Here is my third one. I couldn't find it in my heart to rusticate this one due to the
beauty of the grain:










The last one:


----------



## zitro_joe (Oct 6, 2008)

Looks good. 
How do you rate the way they smoke?


----------



## Terrier (Jan 15, 2010)

Thanks. I have only smoked 2 quarter bowls in each (break-in), and the draw is great, effortless. They stay lit nicely.


----------



## zitro_joe (Oct 6, 2008)

Sounds great!
Will this just be hobby thing, or you plan to do orders and stuff?

Number 3 is my favorite - need a beta testerarty:


----------



## Davetopay (Jan 19, 2008)

I'd like to get my hands on #4!:clap2:


----------



## mbearer (Jun 2, 2010)

VERY NICE!!!! 

You can see the marked improvement in each one and they are looking great 

Now I hope you enjoy breaking them in <G>
Mike


----------



## RJpuffs (Jan 27, 2008)

Nice! Always good to see more pipe makers get into the trade


----------



## Jack Straw (Nov 20, 2008)

Nice work!


----------



## brennivin (May 19, 2010)

Davetopay said:


> I'd like to get my hands on #4!:clap2:


Me too! Might have to arm wrestle for it 

Love the combination of rusticated with the smooth top line, and the totally featureless/seamless way the shank and stem blend. And the straight stem with the straight bowl ("Dublin"?) is just class.


----------



## Davetopay (Jan 19, 2008)

brennivin said:


> Me too! Might have to arm wrestle for it
> 
> Love the combination of rusticated with the smooth top line, and the totally featureless/seamless way the shank and stem blend. And the straight stem with the straight bowl ("Dublin"?) is just class.


I'd call it a poker.....and I am 6 foot 1, 265lbs and I deliver kegs for a living. Still wanna arm wrestle for it?


----------



## Terrier (Jan 15, 2010)

Thank you all for the very kind words. By the way, I have no intention of "get[ting] into the trade" as indicated by RJ Puffs. As asked by zitro_joe, it will just be a "hobby thing". I have always enjoyed woodworking.


----------



## Davetopay (Jan 19, 2008)

Terrier said:


> Thank you all for the very kind words. By the way, I have no intention of "get[ting] into the trade" as indicated by RJ Puffs. As asked by zitro_joe, it will just be a "hobby thing". I have always enjoyed woodworking.


Well, if you could pull off another poker shape like the 4th one, I'd be willing to pay for it.


----------



## tobacmon (May 17, 2007)

I need a straight stemmed pipe---all look good to me, Nice Work !


----------



## beefytee (Apr 16, 2009)

Anyone tried the "carve your Own" from pipesandcigars.com? 
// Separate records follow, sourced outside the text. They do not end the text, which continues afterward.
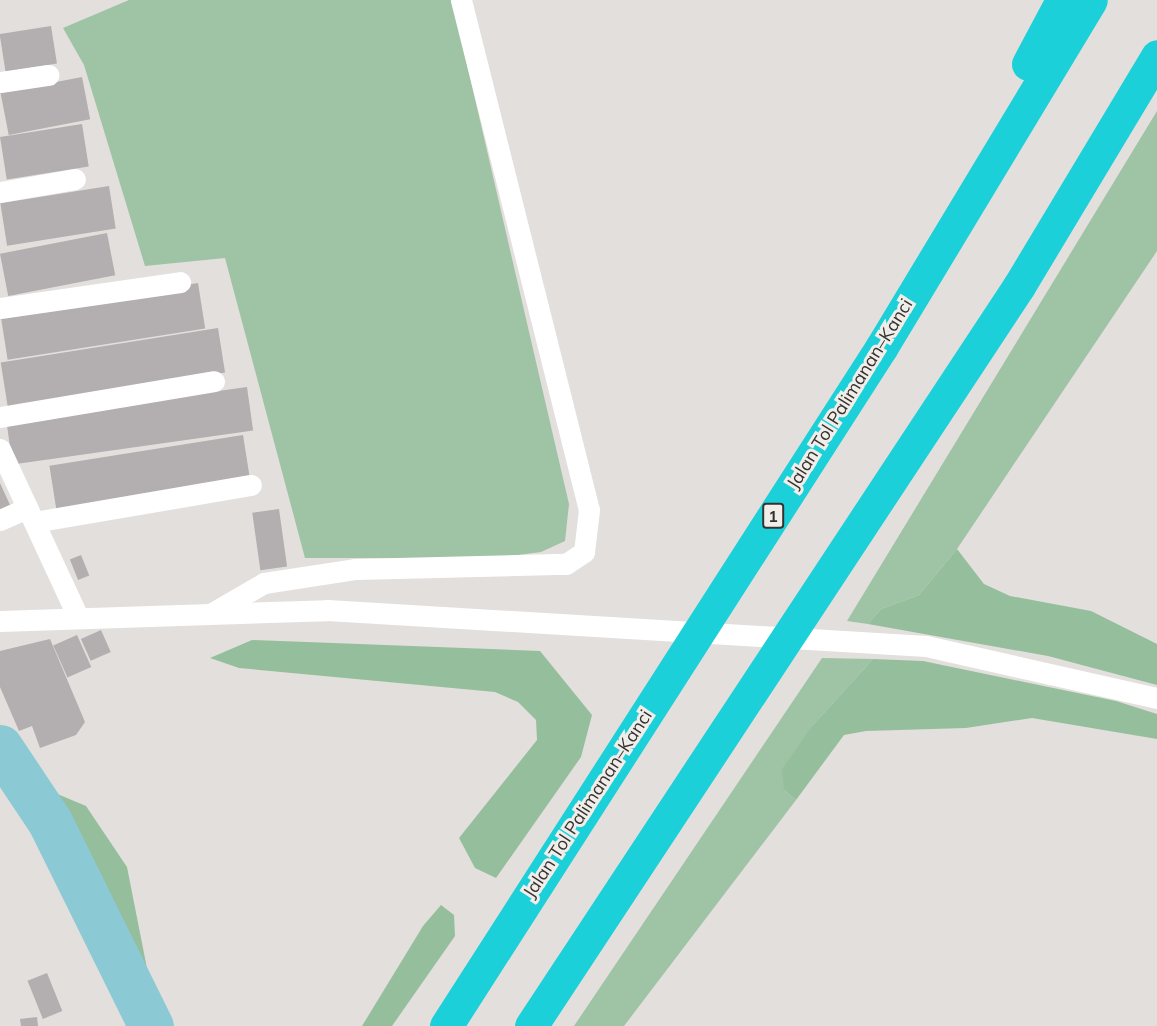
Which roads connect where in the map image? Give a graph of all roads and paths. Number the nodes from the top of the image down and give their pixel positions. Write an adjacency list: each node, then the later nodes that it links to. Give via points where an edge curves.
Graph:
1 (462, 0): 18 (street, via 589,510 584,552 566,564 356,569 264,583)
2 (1062, 0): 11 (highway, via 906,286)
3 (1091, 0): 11 (highway, Jalan Tol Palimanan–Kanci / 1)
4 (1157, 56): 23 (highway, via 1019,285)
5 (48, 75): 6 (street)
6 (0, 82)
7 (75, 179): 8 (street)
8 (0, 192)
9 (180, 282): 10 (street)
10 (0, 308)
11 (881, 348): 22 (highway, Jalan Tol Palimanan–Kanci / 1)
12 (214, 381): 13 (street)
13 (0, 417)
14 (0, 449): 16 (street)
15 (251, 485): 16 (street)
16 (31, 515): 17 (street); 19 (street)
17 (0, 520)
18 (212, 613): 19 (street); 21 (street, via 327,610 926,646)
19 (77, 615): 20 (street)
20 (0, 621)
21 (1157, 698)
22 (446, 1026)
23 (531, 1026)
They're like $25. But you need tools.


----------



## commonsenseman (Apr 18, 2008)

Davetopay said:


> Well, if you could pull off another poker shape like the 4th one, I'd be willing to pay for it.


2010 Puff forum pipe?


----------



## beefytee (Apr 16, 2009)

commonsenseman said:


> 2010 Puff forum pipe?


yeah.

I know you've made 4 pipes...now make 100 of 1 pipe.

good way to get really good at it.


----------



## commonsenseman (Apr 18, 2008)

beefytee said:


> yeah.
> 
> I know you've made 4 pipes...now make 100 of 1 pipe.
> 
> good way to get really good at it.


I can't tell if you're mocking me? :ask:

I think it'd be perfect, have one of our own members make the pipe. How cool is that?


----------



## beefytee (Apr 16, 2009)

commonsenseman said:


> I can't tell if you're mocking me? :ask:
> 
> I think it'd be perfect, have one of our own members make the pipe. How cool is that?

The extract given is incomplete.